What the task requires: In the records below, work out how many lines hold the word "Right". Report the number alone.

Records from a collection:
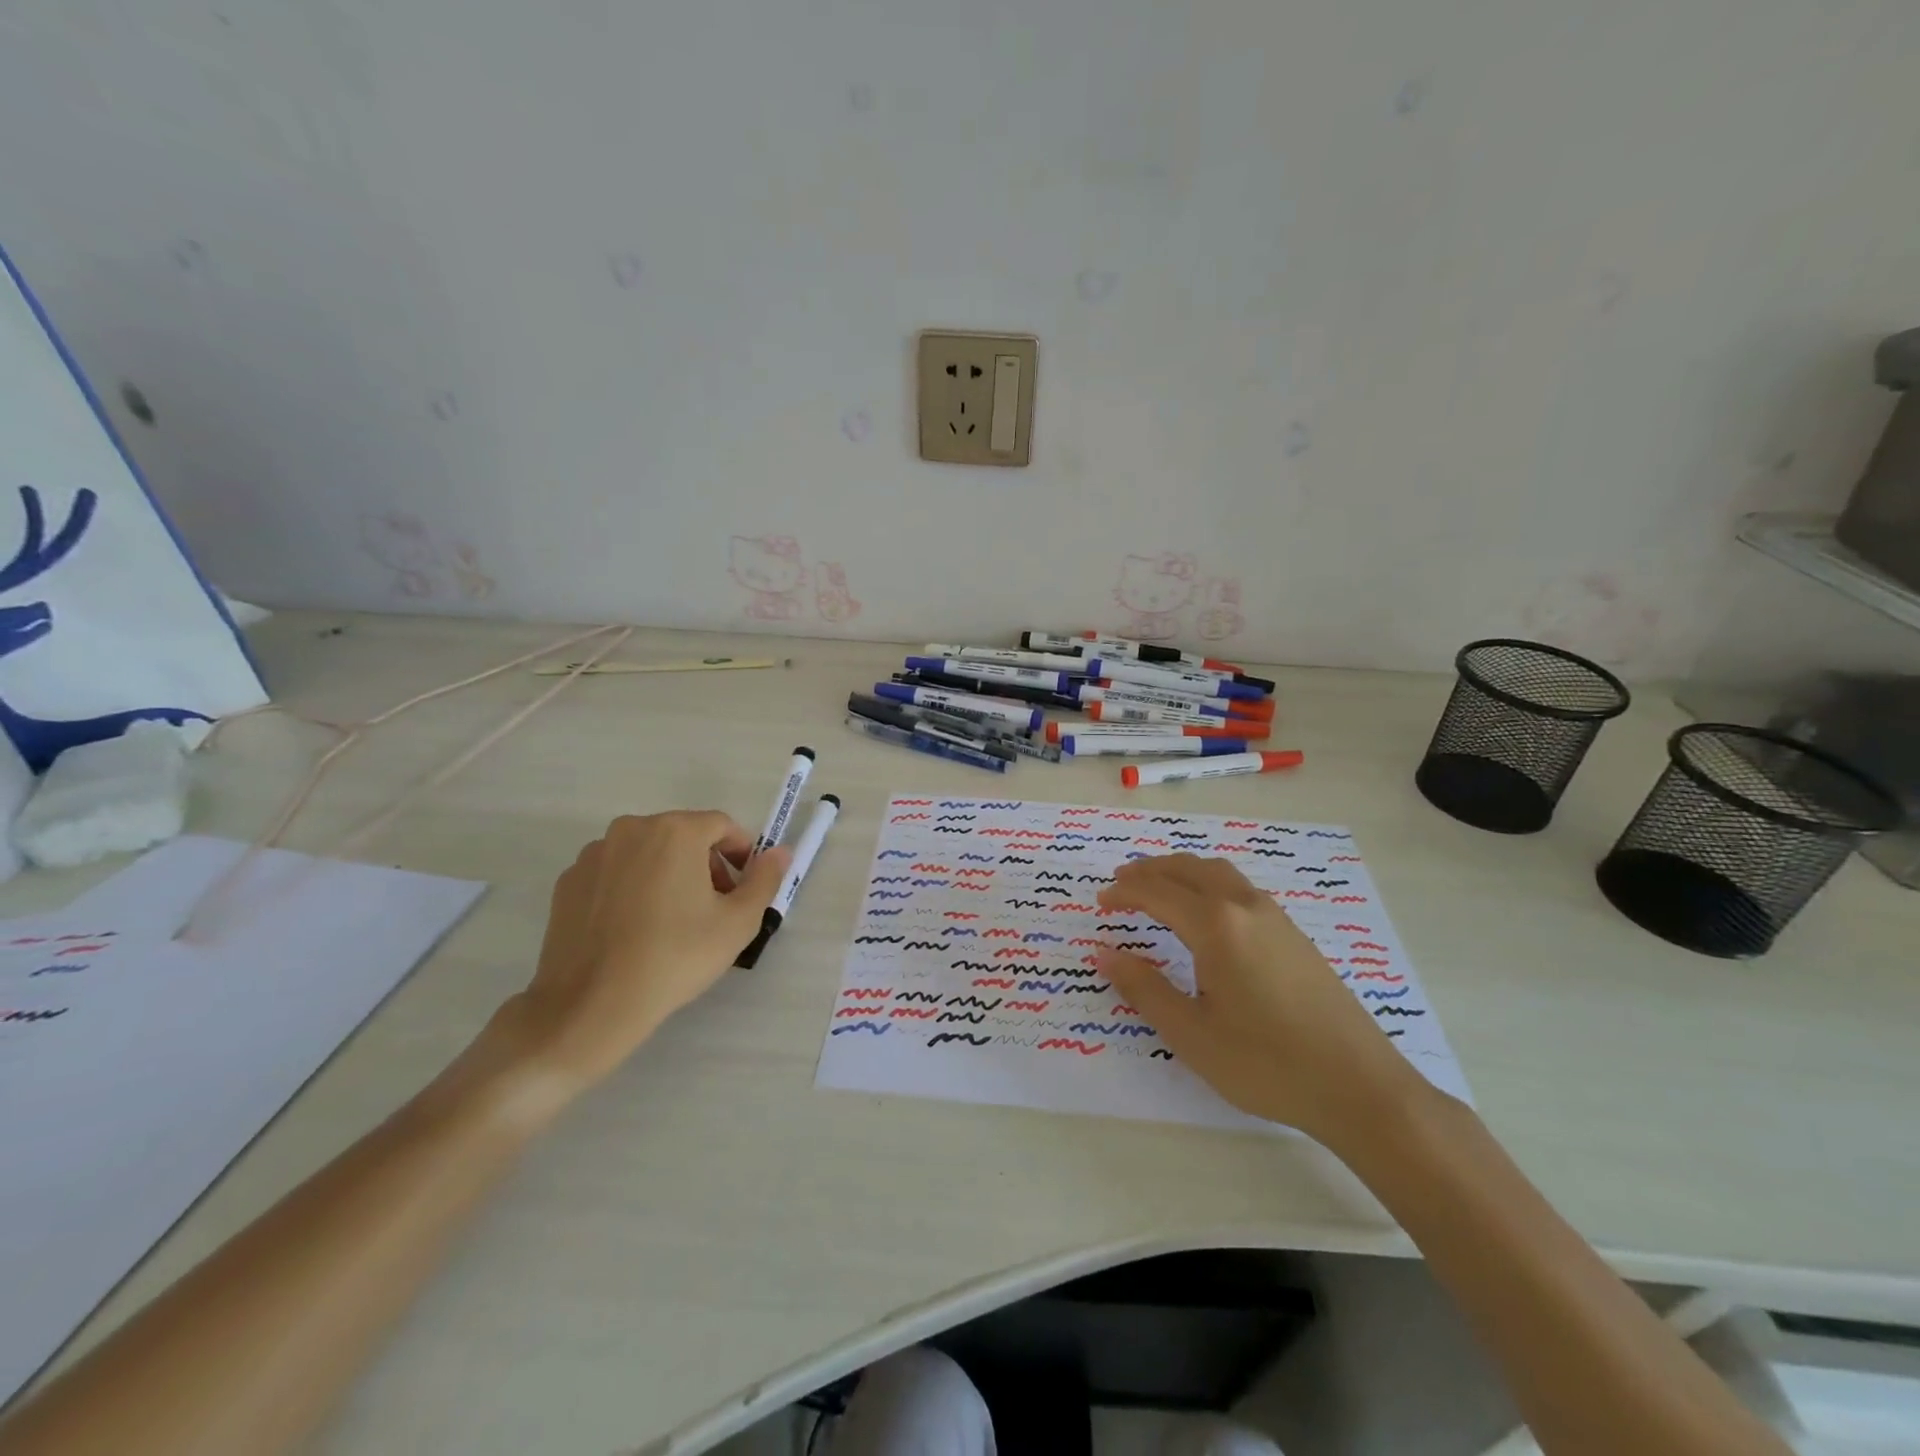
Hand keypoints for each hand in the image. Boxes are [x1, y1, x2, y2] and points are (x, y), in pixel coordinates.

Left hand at [485, 811, 789, 1095]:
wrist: (590, 1006)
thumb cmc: (675, 957)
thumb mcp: (738, 922)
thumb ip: (765, 879)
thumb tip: (779, 852)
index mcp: (675, 831)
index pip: (722, 826)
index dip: (742, 853)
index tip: (745, 887)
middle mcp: (631, 829)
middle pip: (683, 836)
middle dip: (706, 864)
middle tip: (715, 907)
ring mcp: (593, 855)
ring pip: (646, 853)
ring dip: (668, 873)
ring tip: (673, 921)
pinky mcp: (568, 882)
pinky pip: (614, 873)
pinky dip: (632, 888)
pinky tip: (635, 929)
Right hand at [1097, 854, 1427, 1145]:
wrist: (1361, 1088)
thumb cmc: (1267, 1064)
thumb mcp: (1192, 1034)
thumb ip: (1145, 989)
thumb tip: (1105, 953)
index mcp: (1216, 926)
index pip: (1158, 892)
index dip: (1125, 893)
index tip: (1101, 901)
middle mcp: (1245, 908)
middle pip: (1190, 868)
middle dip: (1151, 870)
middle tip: (1122, 882)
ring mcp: (1276, 918)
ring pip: (1219, 873)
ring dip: (1183, 871)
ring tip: (1159, 887)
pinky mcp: (1295, 936)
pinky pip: (1240, 889)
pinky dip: (1209, 884)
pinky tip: (1207, 913)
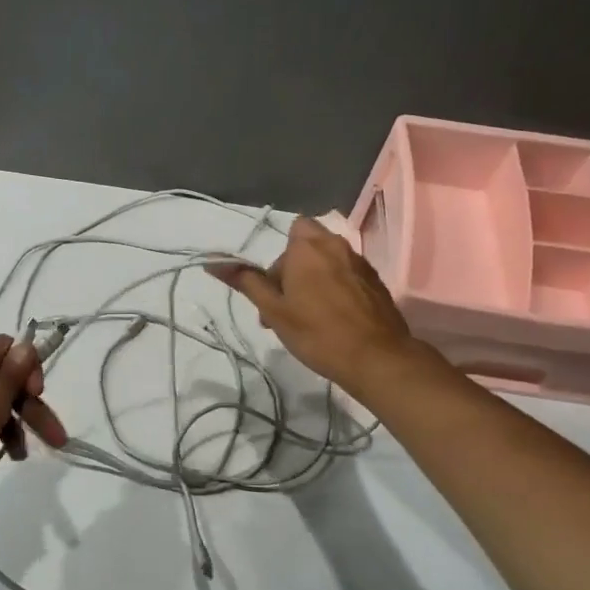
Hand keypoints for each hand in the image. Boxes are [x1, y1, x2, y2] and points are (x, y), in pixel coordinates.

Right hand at [207, 215, 417, 388]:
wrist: (375, 358)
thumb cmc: (316, 332)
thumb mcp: (273, 309)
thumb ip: (246, 282)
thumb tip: (212, 263)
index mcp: (309, 246)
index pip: (292, 231)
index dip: (281, 257)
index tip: (275, 288)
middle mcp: (337, 245)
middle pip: (311, 245)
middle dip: (296, 268)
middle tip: (286, 305)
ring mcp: (361, 264)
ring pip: (330, 261)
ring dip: (316, 279)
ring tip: (308, 316)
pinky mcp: (376, 283)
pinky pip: (348, 276)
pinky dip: (337, 289)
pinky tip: (333, 319)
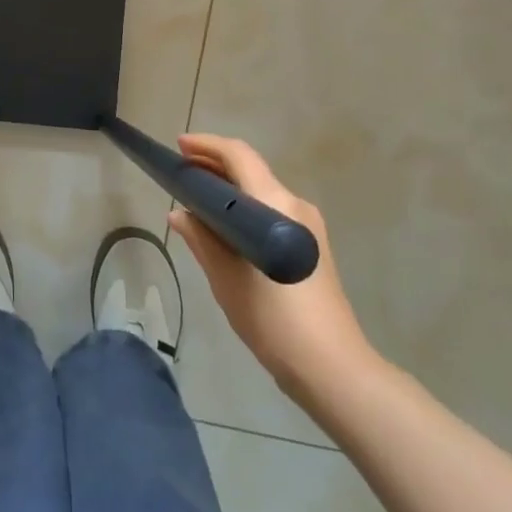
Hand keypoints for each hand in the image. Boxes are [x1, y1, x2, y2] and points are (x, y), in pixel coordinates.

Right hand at [172, 134, 377, 406]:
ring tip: (196, 198)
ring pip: (262, 190)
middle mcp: (295, 205)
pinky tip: (224, 226)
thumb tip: (179, 213)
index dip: (207, 146)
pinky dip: (245, 207)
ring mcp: (308, 224)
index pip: (239, 156)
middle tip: (182, 171)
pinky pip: (272, 210)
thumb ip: (202, 239)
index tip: (179, 147)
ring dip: (230, 187)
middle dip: (215, 165)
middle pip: (251, 170)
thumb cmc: (273, 320)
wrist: (332, 366)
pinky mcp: (312, 243)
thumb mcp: (226, 279)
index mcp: (274, 205)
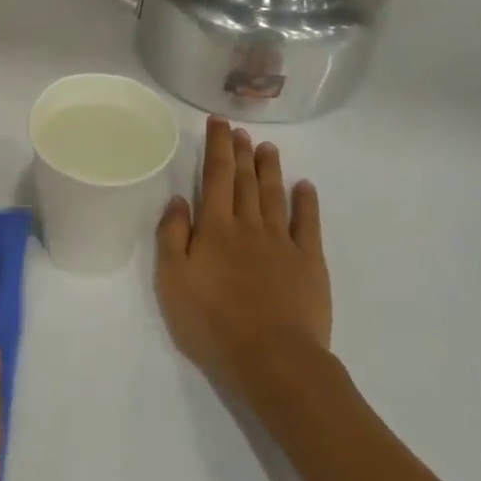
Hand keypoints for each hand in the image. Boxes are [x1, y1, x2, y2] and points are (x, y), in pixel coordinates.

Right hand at [155, 117, 332, 402]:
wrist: (272, 358)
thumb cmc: (212, 323)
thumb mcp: (172, 281)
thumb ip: (172, 236)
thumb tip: (179, 199)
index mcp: (215, 228)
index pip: (215, 176)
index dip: (216, 147)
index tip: (218, 122)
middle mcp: (249, 226)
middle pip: (246, 181)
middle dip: (241, 152)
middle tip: (239, 130)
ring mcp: (283, 242)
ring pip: (275, 195)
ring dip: (270, 169)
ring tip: (267, 148)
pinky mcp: (309, 262)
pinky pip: (308, 223)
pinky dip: (306, 202)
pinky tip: (305, 187)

Exercise output: 4